BEGIN

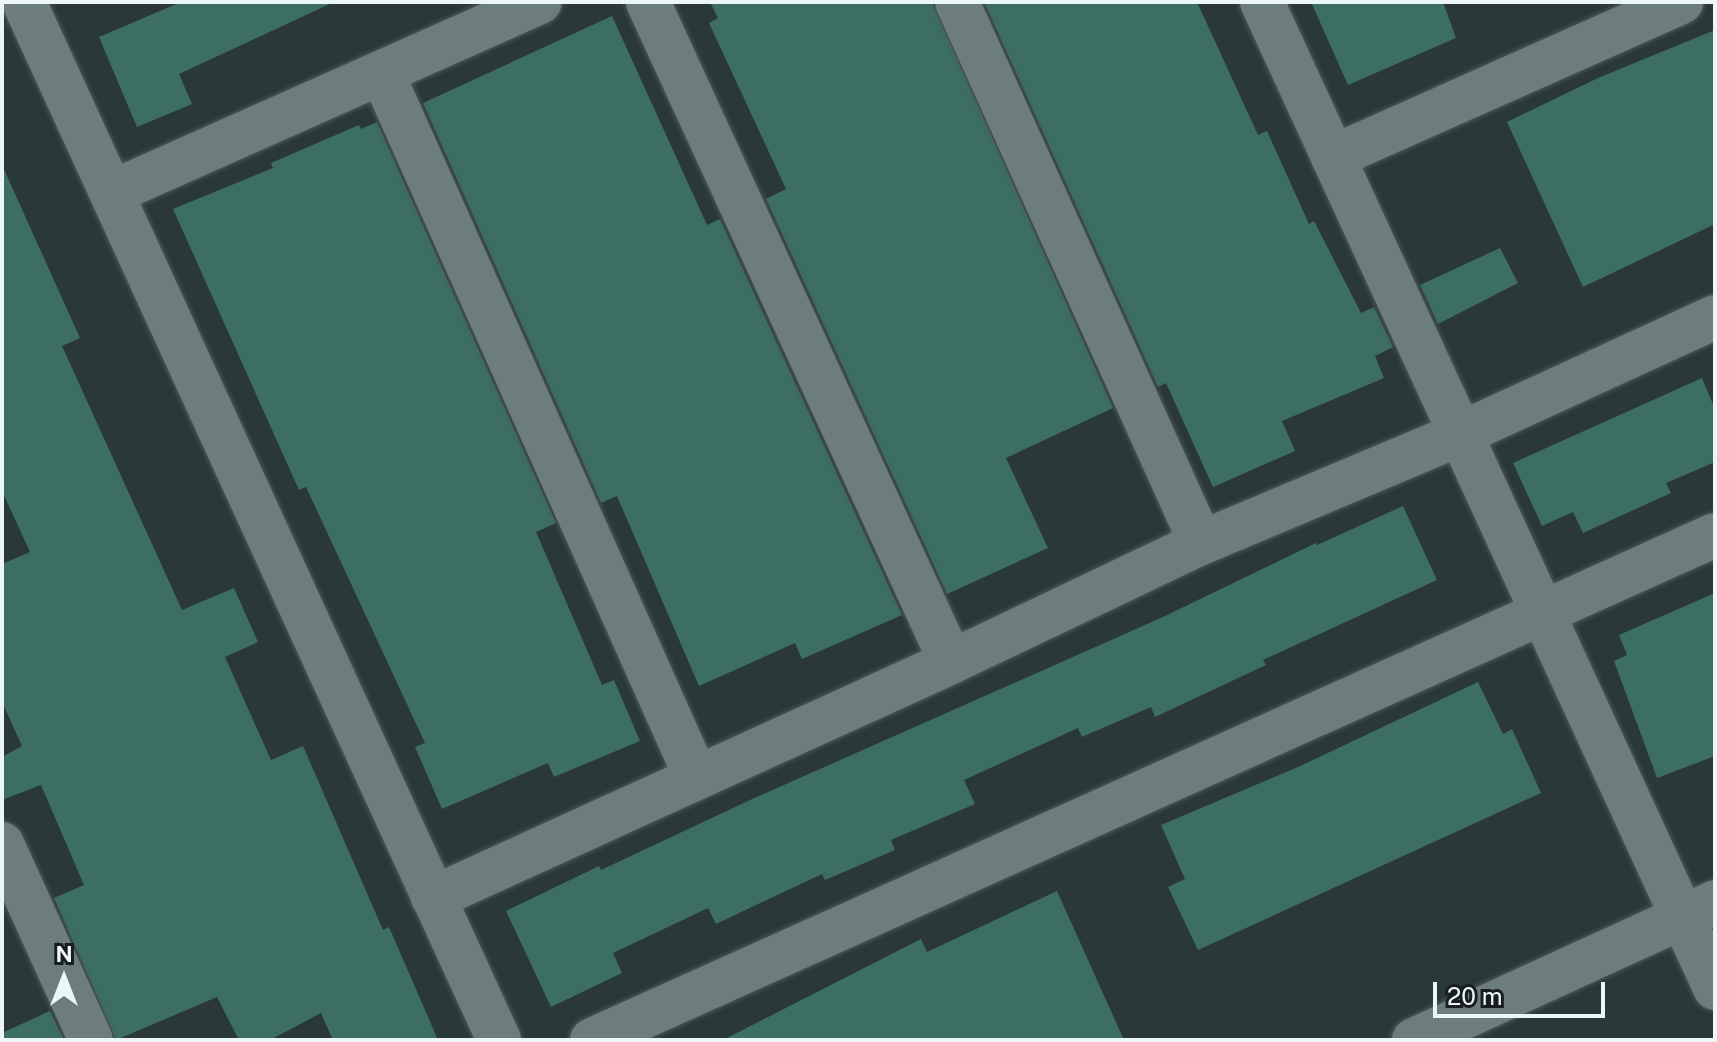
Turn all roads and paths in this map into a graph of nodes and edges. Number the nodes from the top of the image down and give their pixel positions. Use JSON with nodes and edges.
{"nodes":[{"id":1,"x":24,"y":2,"type":"edge"},
{"id":2,"x":540,"y":2,"type":"edge"},
{"id":3,"x":648,"y":2,"type":"edge"},
{"id":4,"x":957,"y":2,"type":"edge"},
{"id":5,"x":1262,"y":2,"type":"edge"},
{"id":6,"x":1681,"y":2,"type":"edge"},
{"id":7,"x":382,"y":73,"type":"junction"},
{"id":8,"x":1333,"y":157,"type":"junction"},
{"id":9,"x":113,"y":192,"type":"junction"},
{"id":10,"x":1715,"y":317,"type":"edge"},
{"id":11,"x":1460,"y":434,"type":"junction"},
{"id":12,"x":1715,"y":535,"type":"edge"},
{"id":13,"x":1201,"y":543,"type":"junction"},
{"id":14,"x":1541,"y":613,"type":"junction"},
{"id":15,"x":951,"y":662,"type":"junction"},
{"id":16,"x":696,"y":777,"type":"junction"},
{"id":17,"x":2,"y":844,"type":"edge"},
{"id":18,"x":433,"y":898,"type":"junction"},
{"id":19,"x":1699,"y":910,"type":"edge"},
{"id":20,"x":1715,"y":988,"type":"edge"},
{"id":21,"x":91,"y":1040,"type":"edge"},
{"id":22,"x":499,"y":1040,"type":"edge"},
{"id":23,"x":592,"y":1040,"type":"edge"},
{"id":24,"x":1414,"y":1040,"type":"edge"}],
"edges":[{"from":1,"to":9,"type":"street"},
{"from":2,"to":7,"type":"street"},
{"from":3,"to":15,"type":"street"},
{"from":4,"to":13,"type":"street"},
{"from":5,"to":8,"type":"street"},
{"from":6,"to":8,"type":"street"},
{"from":7,"to":9,"type":"street"},
{"from":7,"to":16,"type":"street"},
{"from":8,"to":11,"type":"street"},
{"from":9,"to":18,"type":"street"},
{"from":10,"to":11,"type":"street"},
{"from":11,"to":13,"type":"street"},
{"from":11,"to":14,"type":"street"},
{"from":12,"to":14,"type":"street"},
{"from":13,"to":15,"type":"street"},
{"from":14,"to":19,"type":"street"},
{"from":14,"to":23,"type":"street"},
{"from":15,"to":16,"type":"street"},
{"from":16,"to":18,"type":"street"},
{"from":17,"to":21,"type":"street"},
{"from":18,"to":22,"type":"street"},
{"from":19,"to":20,"type":"street"},
{"from":19,"to":24,"type":"street"}]}
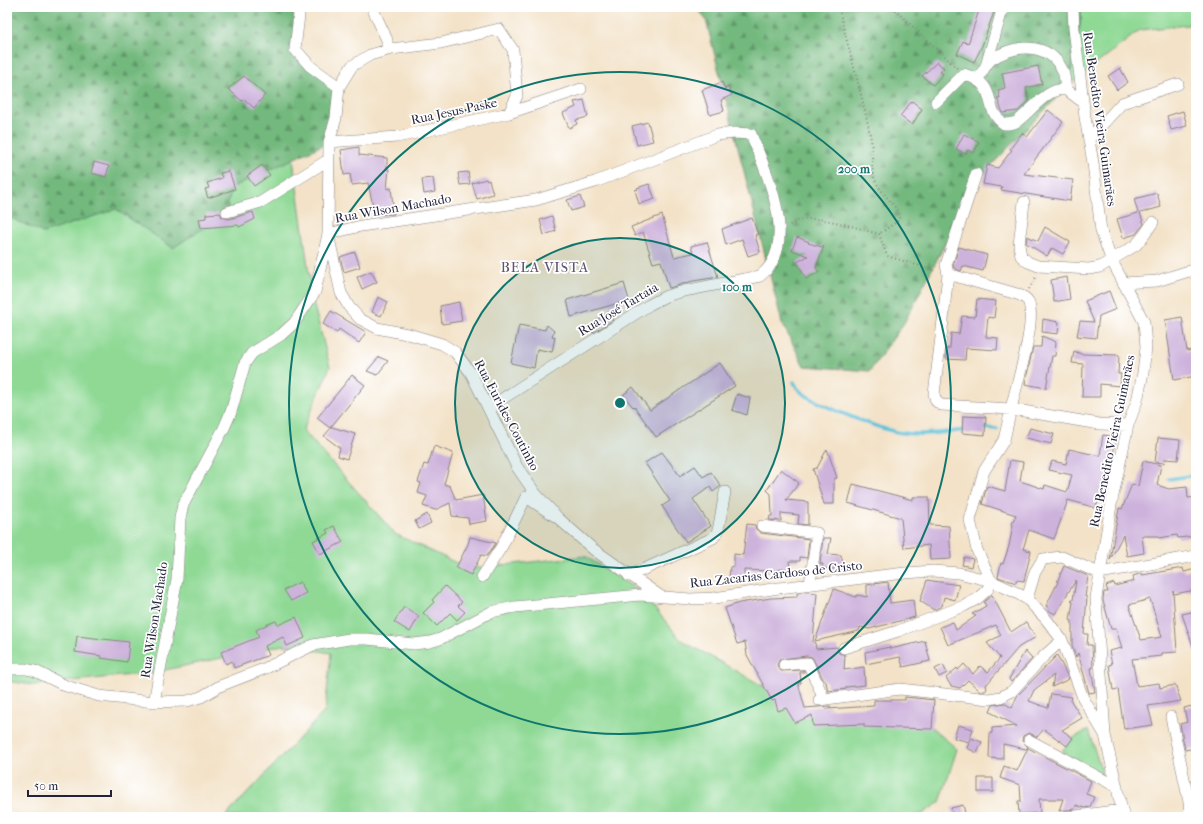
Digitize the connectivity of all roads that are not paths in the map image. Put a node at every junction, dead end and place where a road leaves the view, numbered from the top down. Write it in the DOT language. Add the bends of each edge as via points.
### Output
graph roads {
  1 [pos="297,7"];
  2 [pos="372,7"];
  3 [pos="1003,7"];
  4 [pos="1073,7"];
  5 [pos="387,50"];
  6 [pos="985,68"];
  7 [pos="978,79"];
  8 [pos="1178,84"];
  9 [pos="339,87"];
  10 [pos="581,89"];
  11 [pos="1066,90"];
  12 [pos="936,102"];
  13 [pos="1083,102"];
  14 [pos="509,113"];
  15 [pos="1089,139"];
  16 [pos="329,142"];
  17 [pos="328,160"];
  18 [pos="976,174"];
  19 [pos="1024,202"];
  20 [pos="227,212"];
  21 [pos="1153,222"];
  22 [pos="328,234"];
  23 [pos="1111,259"];
  24 [pos="772,263"];
  25 [pos="1196,272"];
  26 [pos="948,274"];
  27 [pos="1123,283"];
  28 [pos="488,408"];
  29 [pos="1011,409"];
  30 [pos="1128,425"];
  31 [pos="725,492"];
  32 [pos="558,518"];
  33 [pos="762,526"];
  34 [pos="1196,556"];
  35 [pos="1099,573"];
  36 [pos="629,576"];
  37 [pos="482,577"];
  38 [pos="991,581"];
  39 [pos="810,584"];
  40 [pos="660,596"];
  41 [pos="1027,599"];
  42 [pos="1062,640"];
  43 [pos="844,648"];
  44 [pos="784,665"];
  45 [pos="7,669"];
  46 [pos="154,702"];
  47 [pos="1171,717"];
  48 [pos="1105,735"];
  49 [pos="1029,740"];
  50 [pos="1117,787"];
  51 [pos="1124,814"];
  52 [pos="1069,817"];
  53 [pos="1190,817"];
  1 -- 9 [label="street" via="295,49 310,66"];
  2 -- 5 [label="street" via="387,40"];
  3 -- 6 [label="street"];
  4 -- 13 [label="street, Rua Benedito Vieira Guimarães"];
  5 -- 9 [label="street" via="370,55 352,66"];
  5 -- 14 [label="street" via="441,43 499,29 513,50 517,96"];
  6 -- 7 [label="street"];
  6 -- 11 [label="street" via="991,59 1032,46 1048,52 1062,69"];
  7 -- 11 [label="street" via="986,88 996,118 1004,124 1014,123 1029,113 1046,95 1057,90"];
  7 -- 12 [label="street" via="964,74"];
  8 -- 15 [label="street" via="1122,103"];
  9 -- 16 [label="street, Rua Eurides Coutinho" via="336,118"];
  10 -- 14 [label="street, Rua Jesus Paske"];
  11 -- 13 [label="street"];
  13 -- 15 [label="street, Rua Benedito Vieira Guimarães"];
  14 -- 16 [label="street, Rua Jesus Paske" via="397,137"];
  15 -- 23 [label="street, Rua Benedito Vieira Guimarães" via="1101,231"];
  16 -- 17 [label="street, Rua Eurides Coutinho"];
  17 -- 20 [label="street" via="261,202"];
  17 -- 22 [label="street, Rua Eurides Coutinho"];
  18 -- 26 [label="street" via="946,265"];
  19 -- 23 [label="street" via="1019,245 1021,256 1028,262 1042,266 1089,269 1100,267"];
  21 -- 23 [label="street" via="1136,244"];
  22 -- 24 [label="street, Rua Wilson Machado" via="361,226 536,200 595,182 717,135 750,134 772,189 780,234"];
  22 -- 28 [label="street, Rua Eurides Coutinho" via="341,293 360,319 377,328 442,344 455,352 471,373"];
  22 -- 46 [label="street, Rua Wilson Machado" via="315,292 294,323 252,353 245,362 231,412 183,505 177,579"];
  23 -- 27 [label="street, Rua Benedito Vieira Guimarães"];
  24 -- 28 [label="street, Rua José Tartaia" via="760,276 666,296 648,305"];
  25 -- 27 [label="street" via="1189,271 1157,281"];
  26 -- 29 [label="street" via="1024,296 1029,304 1029,328"];
  26 -- 29 [label="street" via="934,394 936,401 941,405"];
  27 -- 30 [label="street, Rua Benedito Vieira Guimarães" via="1144,322 1146,347 1137,401"];
  28 -- 32 [label="street, Rua Eurides Coutinho" via="517,468"];
  29 -- 30 [label="street" via="1099,424"];
  29 -- 38 [label="street" via="1004,440 984,470 970,520 977,550"];
  30 -- 35 [label="street, Rua Benedito Vieira Guimarães"];
  31 -- 36 [label="street" via="718,531 713,538"];
  32 -- 36 [label="street"];
  32 -- 37 [label="street" via="526,497 502,546"];
  33 -- 39 [label="street" via="818,533"];
  34 -- 35 [label="street"];
  35 -- 41 [label="street" via="1062,556 1043,558 1035,572"];
  35 -- 48 [label="street, Rua Benedito Vieira Guimarães" via="1096,598"];
  36 -- 40 [label="street"];
  38 -- 39 [label="street, Rua Zacarias Cardoso de Cristo" via="959,573 932,571"];
  38 -- 41 [label="street, Rua Zacarias Cardoso de Cristo"];
  38 -- 43 [label="street" via="988,589 964,606"];
  39 -- 40 [label="street, Rua Zacarias Cardoso de Cristo" via="714,598"];
  40 -- 46 [label="street, Rua Zacarias Cardoso de Cristo" via="626,596 514,607 491,612 440,639 414,644 366,639 324,642 220,686 201,698"];
  41 -- 42 [label="street, Rua Zacarias Cardoso de Cristo"];
  42 -- 44 [label="street" via="1012,691 1001,697 989,699 900,689 822,699 808,663"];
  42 -- 48 [label="street, Rua Zacarias Cardoso de Cristo" via="1083,698"];
  45 -- 46 [label="street, Rua Zacarias Cardoso de Cristo" via="35,671 87,693"];
  47 -- 53 [label="street"];
  48 -- 50 [label="street, Rua Benedito Vieira Guimarães"];
  49 -- 50 [label="street"];
  50 -- 51 [label="street, Rua Benedito Vieira Guimarães"];
  51 -- 52 [label="street"];
}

END

» Work request
If a line of the entries holds the word "Machado", copy it out.

» Result of the task
  22 -- 24 [label="street, Rua Wilson Machado" via="361,226 536,200 595,182 717,135 750,134 772,189 780,234"];
  22 -- 46 [label="street, Rua Wilson Machado" via="315,292 294,323 252,353 245,362 231,412 183,505 177,579"];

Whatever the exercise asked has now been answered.